WORK INSTRUCTION
Find the word "dead" in the data, then copy each line where it is found.

(Saved entries)
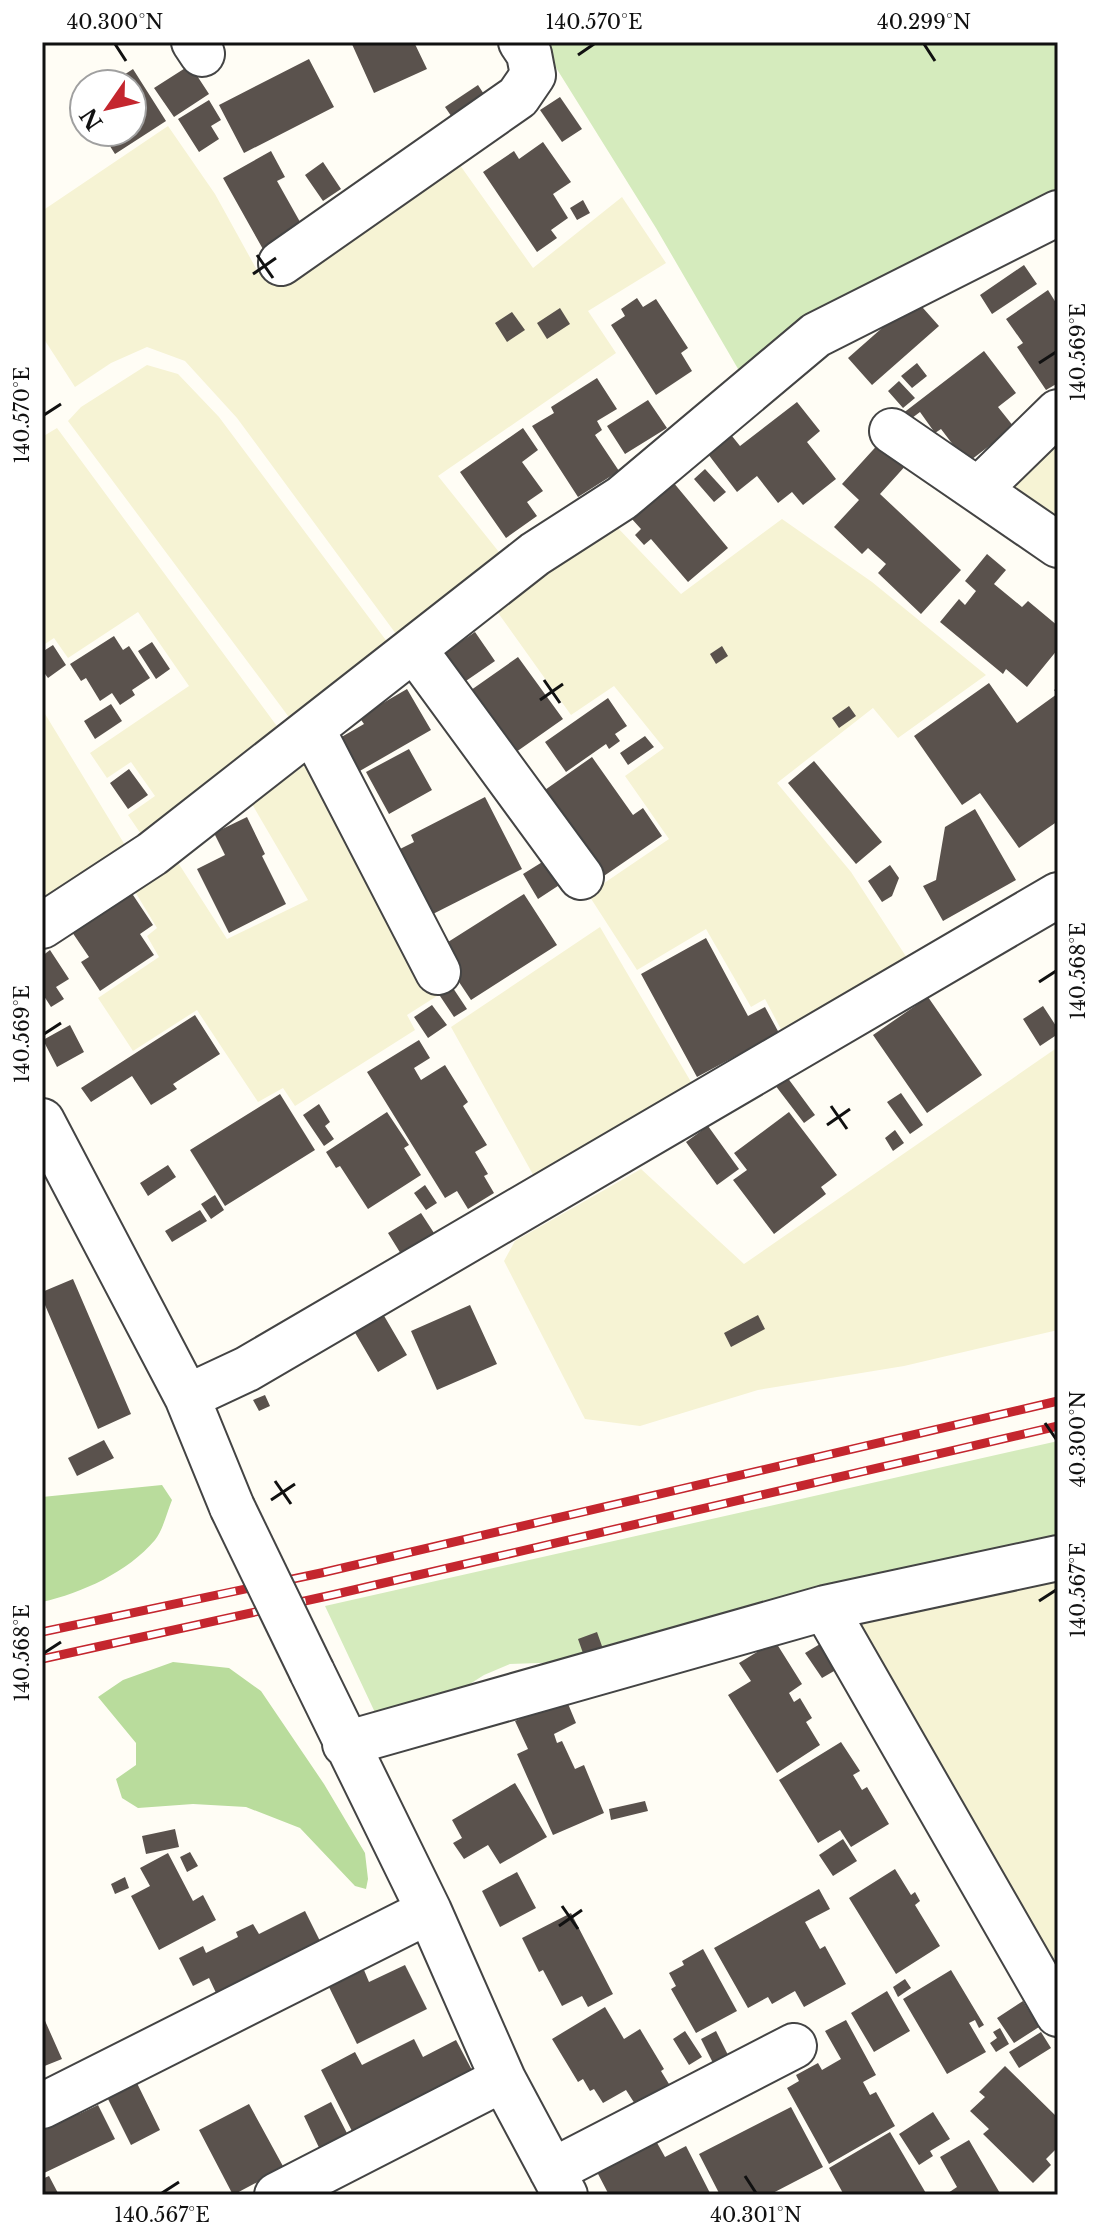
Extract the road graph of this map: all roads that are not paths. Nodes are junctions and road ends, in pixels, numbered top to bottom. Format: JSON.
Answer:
{"nodes":[{"id":1,"x":521,"y":42,"type":"edge"},
{"id":2,"x":1058,"y":213,"type":"edge"},
{"id":3,"x":281,"y":263,"type":"dead end"},
{"id":4,"x":1058,"y":412,"type":"edge"},
{"id":5,"x":892,"y":431,"type":"dead end"},
{"id":6,"x":979,"y":489,"type":"junction"},
{"id":7,"x":1058,"y":545,"type":"edge"},
{"id":8,"x":414,"y":649,"type":"junction"},
{"id":9,"x":312,"y":729,"type":"junction"},
{"id":10,"x":581,"y":877,"type":"dead end"},
{"id":11,"x":1058,"y":895,"type":"edge"},
{"id":12,"x":42,"y":926,"type":"edge"},
{"id":13,"x":438,"y":972,"type":"dead end"},
{"id":14,"x":42,"y":1121,"type":"edge"},
{"id":15,"x":187,"y":1397,"type":"junction"},
{"id":16,"x":1058,"y":1558,"type":"edge"},
{"id":17,"x":825,"y":1608,"type":"junction"},
{"id":18,"x":345,"y":1744,"type":"junction"},
{"id":19,"x":429,"y":1911,"type":"junction"},
{"id":20,"x":1058,"y":2014,"type":"edge"},
{"id":21,"x":794,"y":2046,"type":"dead end"},
{"id":22,"x":503,"y":2079,"type":"junction"},
{"id":23,"x":42,"y":2106,"type":"edge"},
{"id":24,"x":558,"y":2183,"type":"edge"},
{"id":25,"x":277,"y":2195,"type":"edge"}],
"edges":[{"from":1,"to":3,"type":"street"},
{"from":2,"to":8,"type":"street"},
{"from":4,"to":6,"type":"street"},
{"from":5,"to":6,"type":"street"},
{"from":6,"to":7,"type":"street"},
{"from":8,"to":9,"type":"street"},
{"from":8,"to":10,"type":"street"},
{"from":9,"to":12,"type":"street"},
{"from":9,"to":13,"type":"street"},
{"from":11,"to":15,"type":"street"},
{"from":14,"to":15,"type":"street"},
{"from":15,"to":18,"type":"street","bridge":true},
{"from":16,"to":17,"type":"street"},
{"from":17,"to":18,"type":"street"},
{"from":17,"to":20,"type":"street"},
{"from":18,"to":19,"type":"street"},
{"from":19,"to":22,"type":"street"},
{"from":19,"to":23,"type":"street"},
{"from":21,"to":24,"type":"street"},
{"from":22,"to":24,"type":"street"},
{"from":22,"to":25,"type":"street"}]}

RESPONSE AREA
{"id":3,"x":281,"y":263,"type":"dead end"},
{"id":5,"x":892,"y":431,"type":"dead end"},
{"id":10,"x":581,"y":877,"type":"dead end"},
{"id":13,"x":438,"y":972,"type":"dead end"},
{"id":21,"x":794,"y":2046,"type":"dead end"},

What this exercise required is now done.